Assignment
The reply should contain every entry exactly as given, with no pictures in it.

(Records drawn from a dataset)

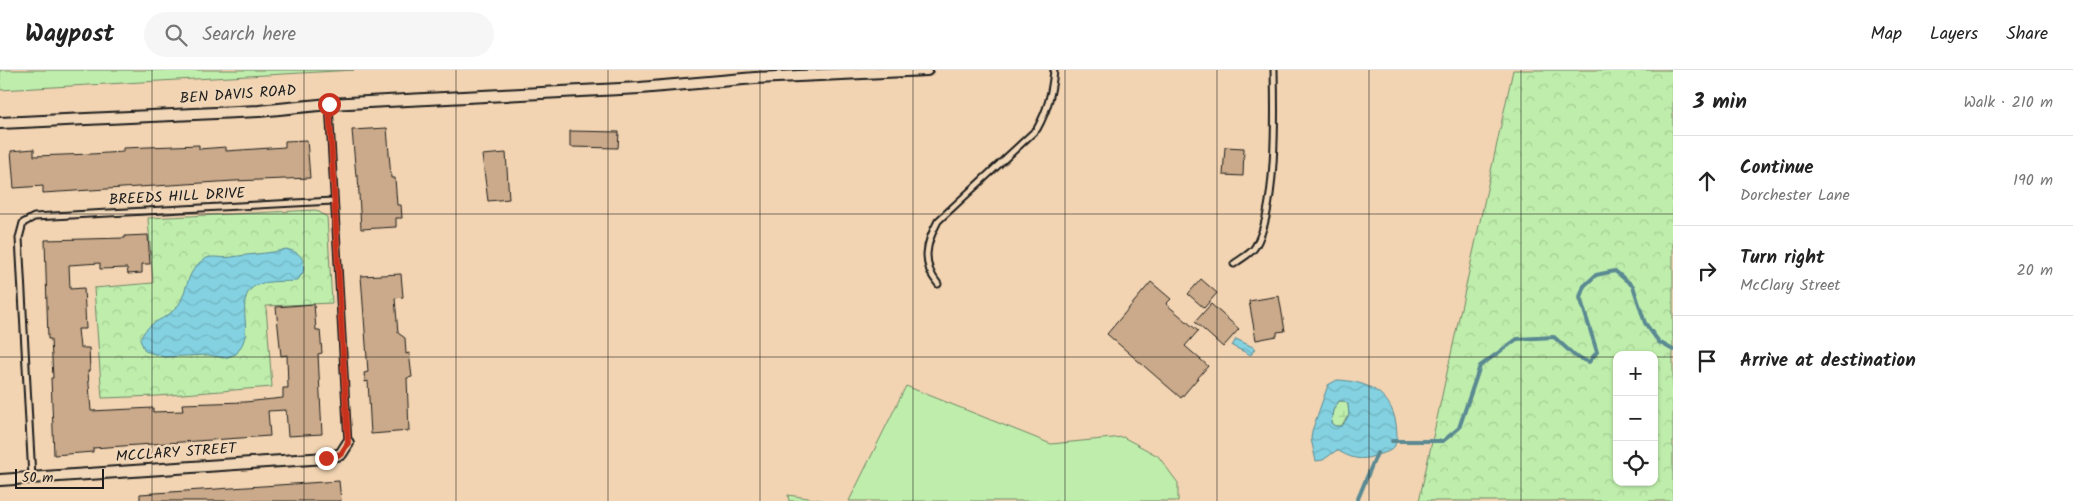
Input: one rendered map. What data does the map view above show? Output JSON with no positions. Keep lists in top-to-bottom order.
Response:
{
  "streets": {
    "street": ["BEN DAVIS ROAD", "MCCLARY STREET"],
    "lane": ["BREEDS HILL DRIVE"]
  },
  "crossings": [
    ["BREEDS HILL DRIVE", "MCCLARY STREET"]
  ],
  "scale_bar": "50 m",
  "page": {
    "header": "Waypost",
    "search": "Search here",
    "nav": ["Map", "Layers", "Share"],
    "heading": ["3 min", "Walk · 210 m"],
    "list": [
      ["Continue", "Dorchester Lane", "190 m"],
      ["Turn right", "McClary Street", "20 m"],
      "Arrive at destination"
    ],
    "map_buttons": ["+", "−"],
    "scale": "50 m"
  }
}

Answer section
Input: one rendered map. What data does the map view above show? Output JSON with no positions. Keep lists in top-to-bottom order.
Response:
{
  "streets": {
    "street": ["BEN DAVIS ROAD", "MCCLARY STREET"],
    "lane": ["BREEDS HILL DRIVE"]
  },
  "crossings": [
    ["BREEDS HILL DRIVE", "MCCLARY STREET"]
  ],
  "scale_bar": "50 m",
  "page": {
    "header": "Waypost",
    "search": "Search here",
    "nav": ["Map", "Layers", "Share"],
    "heading": ["3 min", "Walk · 210 m"],
    "list": [
      ["Continue", "Dorchester Lane", "190 m"],
      ["Turn right", "McClary Street", "20 m"],
      "Arrive at destination"
    ],
    "map_buttons": ["+", "−"],
    "scale": "50 m"
  }
}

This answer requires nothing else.